*** Opening of DATA LISTING ***
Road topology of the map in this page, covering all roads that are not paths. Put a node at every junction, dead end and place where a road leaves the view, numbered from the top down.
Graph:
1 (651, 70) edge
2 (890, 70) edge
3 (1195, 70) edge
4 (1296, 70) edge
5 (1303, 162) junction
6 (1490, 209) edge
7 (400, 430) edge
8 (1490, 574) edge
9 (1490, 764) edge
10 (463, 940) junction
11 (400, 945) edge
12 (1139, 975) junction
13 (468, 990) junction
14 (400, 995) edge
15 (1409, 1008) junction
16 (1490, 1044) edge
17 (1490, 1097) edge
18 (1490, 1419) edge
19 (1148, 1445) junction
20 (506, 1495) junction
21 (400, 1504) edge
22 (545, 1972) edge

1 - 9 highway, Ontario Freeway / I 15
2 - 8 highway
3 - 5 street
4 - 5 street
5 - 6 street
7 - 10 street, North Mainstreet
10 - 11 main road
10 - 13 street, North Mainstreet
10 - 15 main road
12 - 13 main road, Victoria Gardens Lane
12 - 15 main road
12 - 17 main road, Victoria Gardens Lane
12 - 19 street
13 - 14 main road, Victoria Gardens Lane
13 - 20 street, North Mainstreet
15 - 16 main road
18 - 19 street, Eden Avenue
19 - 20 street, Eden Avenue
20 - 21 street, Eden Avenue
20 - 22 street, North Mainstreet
*** Close of DATA LISTING ***
Transcribe all of the data above, keeping each line exactly as it stands.

Road topology of the map in this page, covering all roads that are not paths. Put a node at every junction, dead end and place where a road leaves the view, numbered from the top down.
Graph:
1 (651, 70) edge
2 (890, 70) edge
3 (1195, 70) edge
4 (1296, 70) edge
5 (1303, 162) junction
6 (1490, 209) edge
7 (400, 430) edge
8 (1490, 574) edge
9 (1490, 764) edge
10 (463, 940) junction
11 (400, 945) edge
12 (1139, 975) junction
13 (468, 990) junction
14 (400, 995) edge
15 (1409, 1008) junction
16 (1490, 1044) edge
17 (1490, 1097) edge
18 (1490, 1419) edge
19 (1148, 1445) junction
20 (506, 1495) junction
21 (400, 1504) edge
22 (545, 1972) edge

1 - 9 highway, Ontario Freeway / I 15
2 - 8 highway
3 - 5 street
4 - 5 street
5 - 6 street
7 - 10 street, North Mainstreet
10 - 11 main road
10 - 13 street, North Mainstreet
10 - 15 main road
12 - 13 main road, Victoria Gardens Lane
12 - 15 main road
12 - 17 main road, Victoria Gardens Lane
12 - 19 street
13 - 14 main road, Victoria Gardens Lane
13 - 20 street, North Mainstreet
15 - 16 main road
18 - 19 street, Eden Avenue
19 - 20 street, Eden Avenue
20 - 21 street, Eden Avenue
20 - 22 street, North Mainstreet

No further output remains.